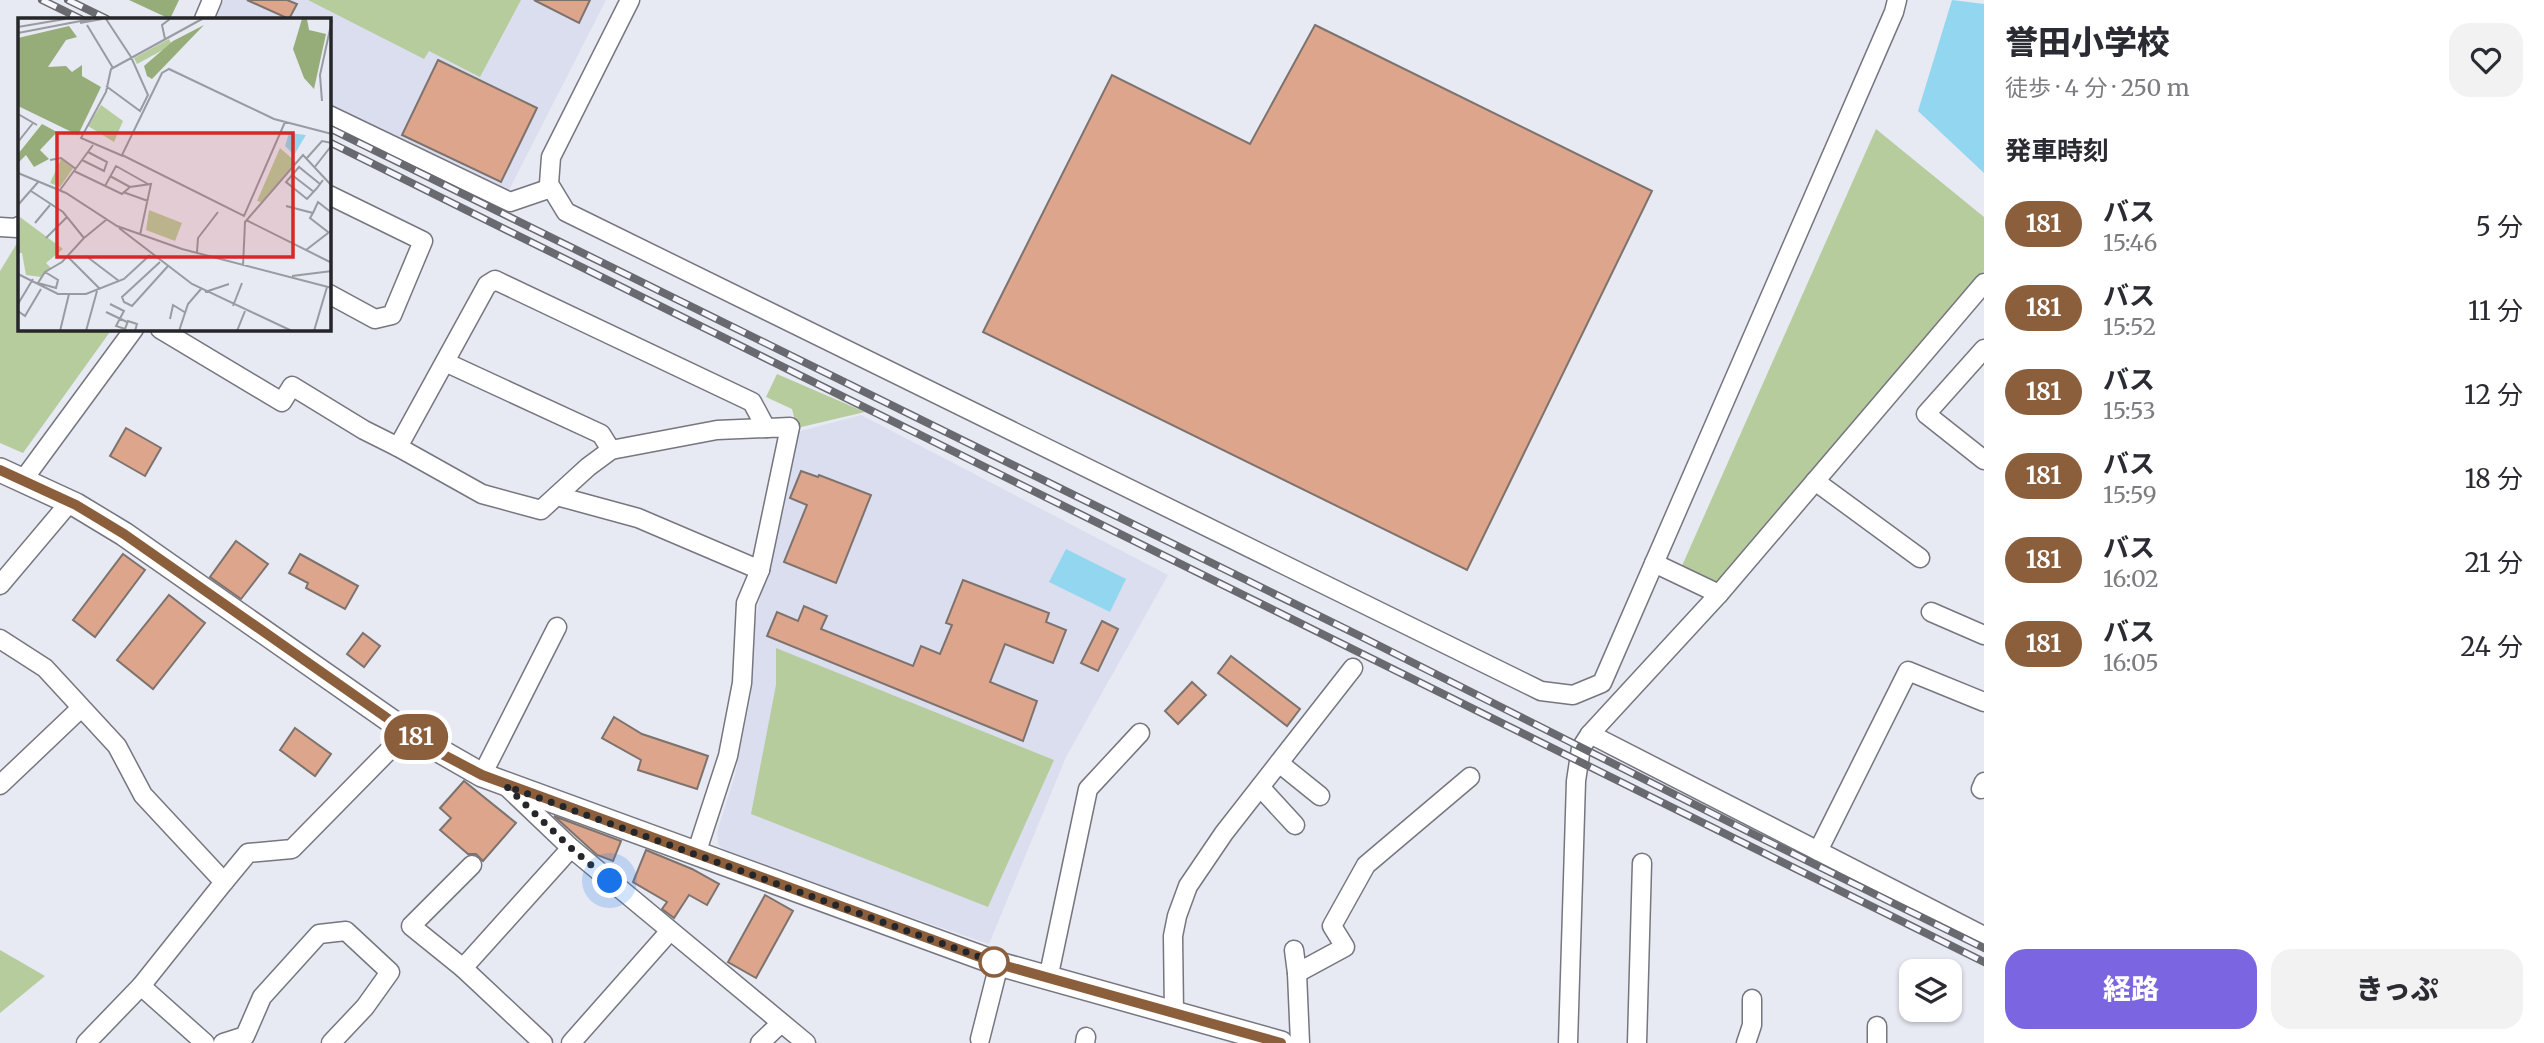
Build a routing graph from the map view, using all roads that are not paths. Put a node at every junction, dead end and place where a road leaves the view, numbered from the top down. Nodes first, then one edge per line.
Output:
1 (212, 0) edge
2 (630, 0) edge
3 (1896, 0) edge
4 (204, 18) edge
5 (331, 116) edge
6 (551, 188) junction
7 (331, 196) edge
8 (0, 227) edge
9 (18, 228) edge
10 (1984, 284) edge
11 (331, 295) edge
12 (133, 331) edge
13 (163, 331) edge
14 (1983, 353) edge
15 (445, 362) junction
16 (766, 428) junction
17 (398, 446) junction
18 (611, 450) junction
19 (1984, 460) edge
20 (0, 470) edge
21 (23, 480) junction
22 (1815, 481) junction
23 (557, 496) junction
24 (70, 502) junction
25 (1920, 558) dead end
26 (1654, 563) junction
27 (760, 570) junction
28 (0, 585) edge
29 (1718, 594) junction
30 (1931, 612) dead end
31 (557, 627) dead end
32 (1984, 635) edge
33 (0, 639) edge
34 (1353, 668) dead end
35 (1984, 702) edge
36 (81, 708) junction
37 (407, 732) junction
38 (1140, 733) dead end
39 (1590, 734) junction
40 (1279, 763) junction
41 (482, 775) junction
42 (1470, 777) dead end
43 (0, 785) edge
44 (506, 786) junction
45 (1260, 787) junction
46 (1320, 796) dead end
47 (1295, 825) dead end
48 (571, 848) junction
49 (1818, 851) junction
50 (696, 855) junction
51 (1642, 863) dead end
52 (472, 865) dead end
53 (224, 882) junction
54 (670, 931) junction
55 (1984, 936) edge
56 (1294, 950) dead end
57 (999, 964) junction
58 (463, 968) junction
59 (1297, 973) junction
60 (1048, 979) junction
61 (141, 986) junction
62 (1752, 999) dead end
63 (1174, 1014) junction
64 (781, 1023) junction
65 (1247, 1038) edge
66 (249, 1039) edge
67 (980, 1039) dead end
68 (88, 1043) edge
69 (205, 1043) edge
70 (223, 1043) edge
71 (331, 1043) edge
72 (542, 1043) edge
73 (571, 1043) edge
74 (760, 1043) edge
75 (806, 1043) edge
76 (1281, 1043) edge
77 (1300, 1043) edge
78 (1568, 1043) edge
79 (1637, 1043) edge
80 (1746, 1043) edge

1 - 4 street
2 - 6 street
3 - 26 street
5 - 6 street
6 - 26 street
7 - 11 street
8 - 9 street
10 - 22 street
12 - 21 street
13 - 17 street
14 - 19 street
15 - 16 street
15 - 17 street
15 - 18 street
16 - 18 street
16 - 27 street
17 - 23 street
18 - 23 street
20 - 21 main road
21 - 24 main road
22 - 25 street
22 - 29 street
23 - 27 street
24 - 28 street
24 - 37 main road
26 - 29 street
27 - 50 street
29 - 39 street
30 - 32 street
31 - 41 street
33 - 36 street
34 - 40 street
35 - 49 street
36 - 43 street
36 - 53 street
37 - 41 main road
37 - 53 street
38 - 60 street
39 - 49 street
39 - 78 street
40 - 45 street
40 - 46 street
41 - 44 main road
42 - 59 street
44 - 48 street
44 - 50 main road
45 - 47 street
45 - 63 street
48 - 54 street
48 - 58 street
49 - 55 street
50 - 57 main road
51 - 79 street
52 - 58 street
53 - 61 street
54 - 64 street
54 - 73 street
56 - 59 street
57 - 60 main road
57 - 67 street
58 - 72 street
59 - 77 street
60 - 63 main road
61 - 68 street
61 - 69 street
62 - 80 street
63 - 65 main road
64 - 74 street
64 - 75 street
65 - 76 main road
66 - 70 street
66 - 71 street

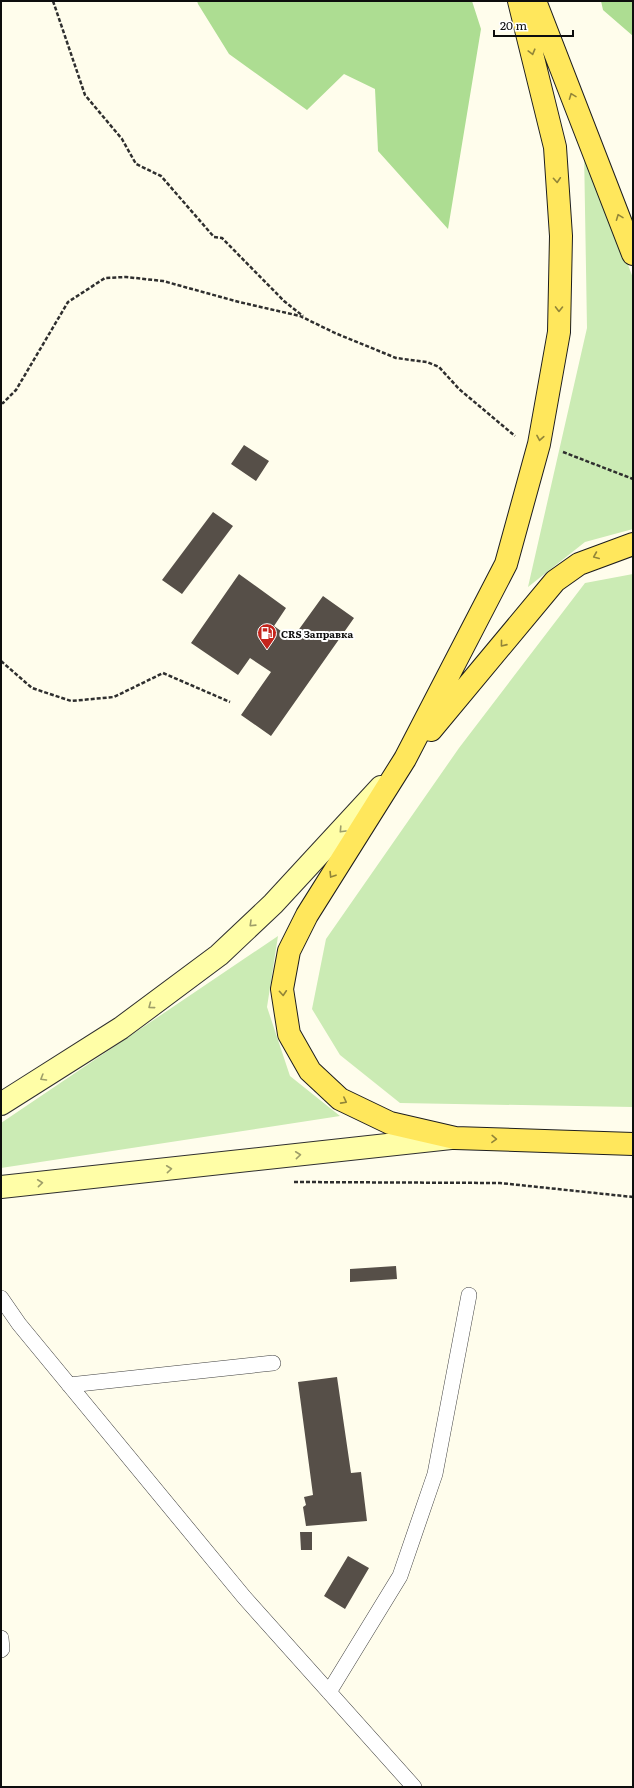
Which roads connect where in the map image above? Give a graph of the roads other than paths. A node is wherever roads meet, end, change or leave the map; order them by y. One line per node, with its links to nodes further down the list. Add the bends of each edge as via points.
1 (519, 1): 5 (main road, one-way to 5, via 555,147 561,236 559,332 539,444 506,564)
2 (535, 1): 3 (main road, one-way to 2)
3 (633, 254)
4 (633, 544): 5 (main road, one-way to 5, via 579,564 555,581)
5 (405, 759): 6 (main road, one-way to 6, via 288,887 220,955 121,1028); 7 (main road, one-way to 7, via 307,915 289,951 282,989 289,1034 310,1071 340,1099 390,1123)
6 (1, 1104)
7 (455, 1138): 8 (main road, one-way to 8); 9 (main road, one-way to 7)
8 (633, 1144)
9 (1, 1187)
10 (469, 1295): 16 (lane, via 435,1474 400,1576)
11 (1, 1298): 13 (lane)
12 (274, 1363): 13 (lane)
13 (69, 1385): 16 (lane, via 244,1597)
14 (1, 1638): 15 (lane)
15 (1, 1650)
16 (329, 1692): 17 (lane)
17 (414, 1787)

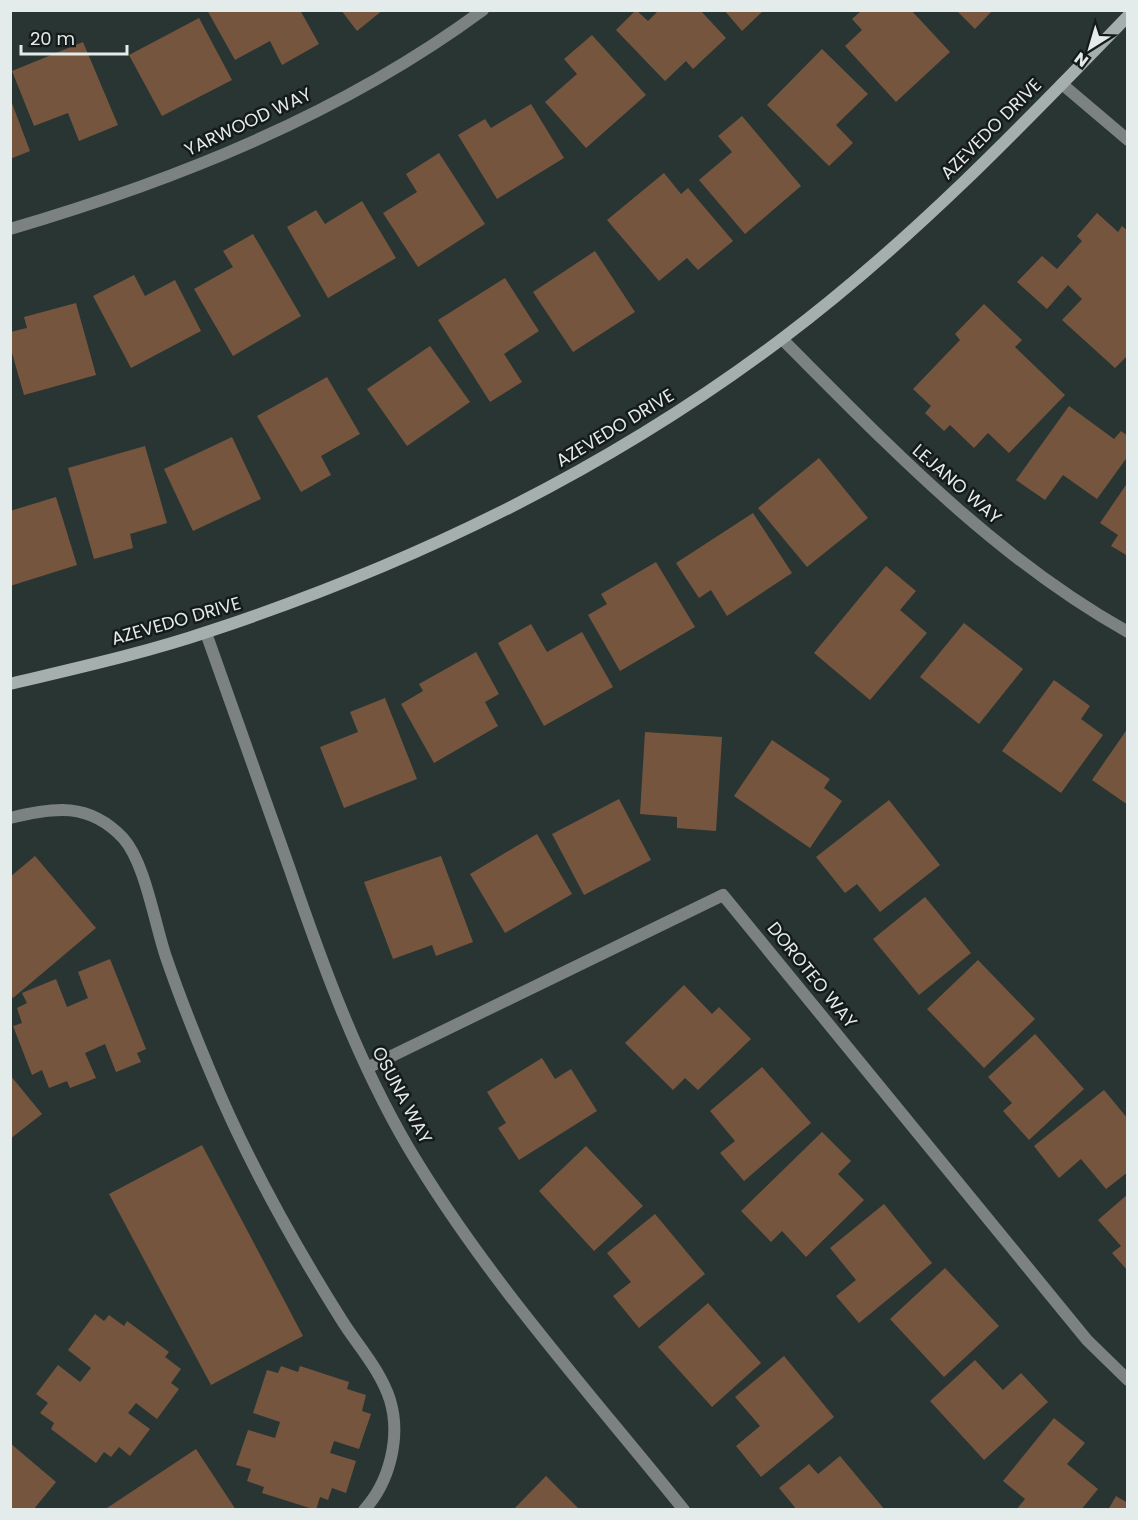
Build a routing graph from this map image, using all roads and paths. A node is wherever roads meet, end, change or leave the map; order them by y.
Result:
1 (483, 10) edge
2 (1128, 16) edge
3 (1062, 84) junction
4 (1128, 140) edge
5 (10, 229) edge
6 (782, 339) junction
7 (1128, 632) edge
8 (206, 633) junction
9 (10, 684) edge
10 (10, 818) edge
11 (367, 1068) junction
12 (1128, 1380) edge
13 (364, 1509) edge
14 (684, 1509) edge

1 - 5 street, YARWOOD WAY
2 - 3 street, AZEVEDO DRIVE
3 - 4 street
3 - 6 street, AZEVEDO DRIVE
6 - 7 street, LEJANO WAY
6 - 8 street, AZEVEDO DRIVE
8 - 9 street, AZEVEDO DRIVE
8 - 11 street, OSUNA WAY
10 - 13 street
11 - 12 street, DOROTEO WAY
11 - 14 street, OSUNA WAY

------------------------------------------------

REQUIREMENT –
Please print every record above exactly, but leave the pictures out.

ANSWER SPACE –
Build a routing graph from the map view, using all roads that are not paths. Put a node at every junction, dead end and place where a road leaves the view, numbered from the top down. Nodes first, then one edge per line.
Output:
1 (212, 0) edge
2 (630, 0) edge
3 (1896, 0) edge
4 (204, 18) edge
5 (331, 116) edge
6 (551, 188) junction
7 (331, 196) edge
8 (0, 227) edge
9 (18, 228) edge
10 (1984, 284) edge
11 (331, 295) edge
12 (133, 331) edge
13 (163, 331) edge
14 (1983, 353) edge
15 (445, 362) junction
16 (766, 428) junction
17 (398, 446) junction
18 (611, 450) junction
19 (1984, 460) edge
20 (0, 470) edge
21 (23, 480) junction
22 (1815, 481) junction
23 (557, 496) junction
24 (70, 502) junction
25 (1920, 558) dead end
26 (1654, 563) junction
27 (760, 570) junction
28 (0, 585) edge
29 (1718, 594) junction
30 (1931, 612) dead end
31 (557, 627) dead end
32 (1984, 635) edge
33 (0, 639) edge
34 (1353, 668) dead end
35 (1984, 702) edge
36 (81, 708) junction
37 (407, 732) junction
38 (1140, 733) dead end
39 (1590, 734) junction
40 (1279, 763) junction
41 (482, 775) junction
42 (1470, 777) dead end
43 (0, 785) edge
44 (506, 786) junction
45 (1260, 787) junction
46 (1320, 796) dead end
47 (1295, 825) dead end
48 (571, 848) junction
49 (1818, 851) junction
50 (696, 855) junction
51 (1642, 863) dead end
52 (472, 865) dead end
53 (224, 882) junction
54 (670, 931) junction
55 (1984, 936) edge
56 (1294, 950) dead end
57 (999, 964) junction
58 (463, 968) junction
59 (1297, 973) junction
60 (1048, 979) junction
61 (141, 986) junction
62 (1752, 999) dead end
63 (1174, 1014) junction
64 (781, 1023) junction
65 (1247, 1038) edge
66 (249, 1039) edge
67 (980, 1039) dead end
68 (88, 1043) edge
69 (205, 1043) edge
70 (223, 1043) edge
71 (331, 1043) edge
72 (542, 1043) edge
73 (571, 1043) edge
74 (760, 1043) edge
75 (806, 1043) edge
76 (1281, 1043) edge
77 (1300, 1043) edge
78 (1568, 1043) edge
79 (1637, 1043) edge
80 (1746, 1043) edge

1 - 4 street
2 - 6 street
3 - 26 street
5 - 6 street
6 - 26 street
7 - 11 street
8 - 9 street
10 - 22 street
12 - 21 street
13 - 17 street
14 - 19 street
15 - 16 street
15 - 17 street
15 - 18 street
16 - 18 street
16 - 27 street
17 - 23 street
18 - 23 street
20 - 21 main road
21 - 24 main road
22 - 25 street
22 - 29 street
23 - 27 street
24 - 28 street
24 - 37 main road
26 - 29 street
27 - 50 street
29 - 39 street
30 - 32 street
31 - 41 street
33 - 36 street
34 - 40 street
35 - 49 street
36 - 43 street
36 - 53 street
37 - 41 main road
37 - 53 street
38 - 60 street
39 - 49 street
39 - 78 street
40 - 45 street
40 - 46 street
41 - 44 main road
42 - 59 street
44 - 48 street
44 - 50 main road
45 - 47 street
45 - 63 street
48 - 54 street
48 - 58 street
49 - 55 street
50 - 57 main road
51 - 79 street
52 - 58 street
53 - 61 street
54 - 64 street
54 - 73 street
56 - 59 street
57 - 60 main road
57 - 67 street
58 - 72 street
59 - 77 street
60 - 63 main road
61 - 68 street
61 - 69 street
62 - 80 street
63 - 65 main road
64 - 74 street
64 - 75 street
65 - 76 main road
66 - 70 street
66 - 71 street

Which roads connect where in the map image above? Give a graph of the roads other than paths. A node is wherever roads meet, end, change or leave the map; order them by y. One line per node, with its links to nodes further down the list. Add the bends of each edge as via points.
1 (519, 1): 5 (main road, one-way to 5, via 555,147 561,236 559,332 539,444 506,564)
2 (535, 1): 3 (main road, one-way to 2)
3 (633, 254)
4 (633, 544): 5 (main road, one-way to 5, via 579,564 555,581)
5 (405, 759): 6 (main road, one-way to 6, via 288,887 220,955 121,1028); 7 (main road, one-way to 7, via 307,915 289,951 282,989 289,1034 310,1071 340,1099 390,1123)
6 (1, 1104)
7 (455, 1138): 8 (main road, one-way to 8); 9 (main road, one-way to 7)
8 (633, 1144)
9 (1, 1187)
10 (469, 1295): 16 (lane, via 435,1474 400,1576)
11 (1, 1298): 13 (lane)
12 (274, 1363): 13 (lane)
13 (69, 1385): 16 (lane, via 244,1597)
14 (1, 1638): 15 (lane)
15 (1, 1650)
16 (329, 1692): 17 (lane)
17 (414, 1787)

Build a routing graph from this map image, using all roads and paths. A node is wherever roads meet, end, change or leave the map; order them by y.
Result:
1 (483, 10) edge
2 (1128, 16) edge
3 (1062, 84) junction
4 (1128, 140) edge
5 (10, 229) edge
6 (782, 339) junction
7 (1128, 632) edge
8 (206, 633) junction
9 (10, 684) edge
10 (10, 818) edge
11 (367, 1068) junction
12 (1128, 1380) edge
13 (364, 1509) edge
14 (684, 1509) edge

1 - 5 street, YARWOOD WAY
2 - 3 street, AZEVEDO DRIVE
3 - 4 street
3 - 6 street, AZEVEDO DRIVE
6 - 7 street, LEJANO WAY
6 - 8 street, AZEVEDO DRIVE
8 - 9 street, AZEVEDO DRIVE
8 - 11 street, OSUNA WAY
10 - 13 street
11 - 12 street, DOROTEO WAY
11 - 14 street, OSUNA WAY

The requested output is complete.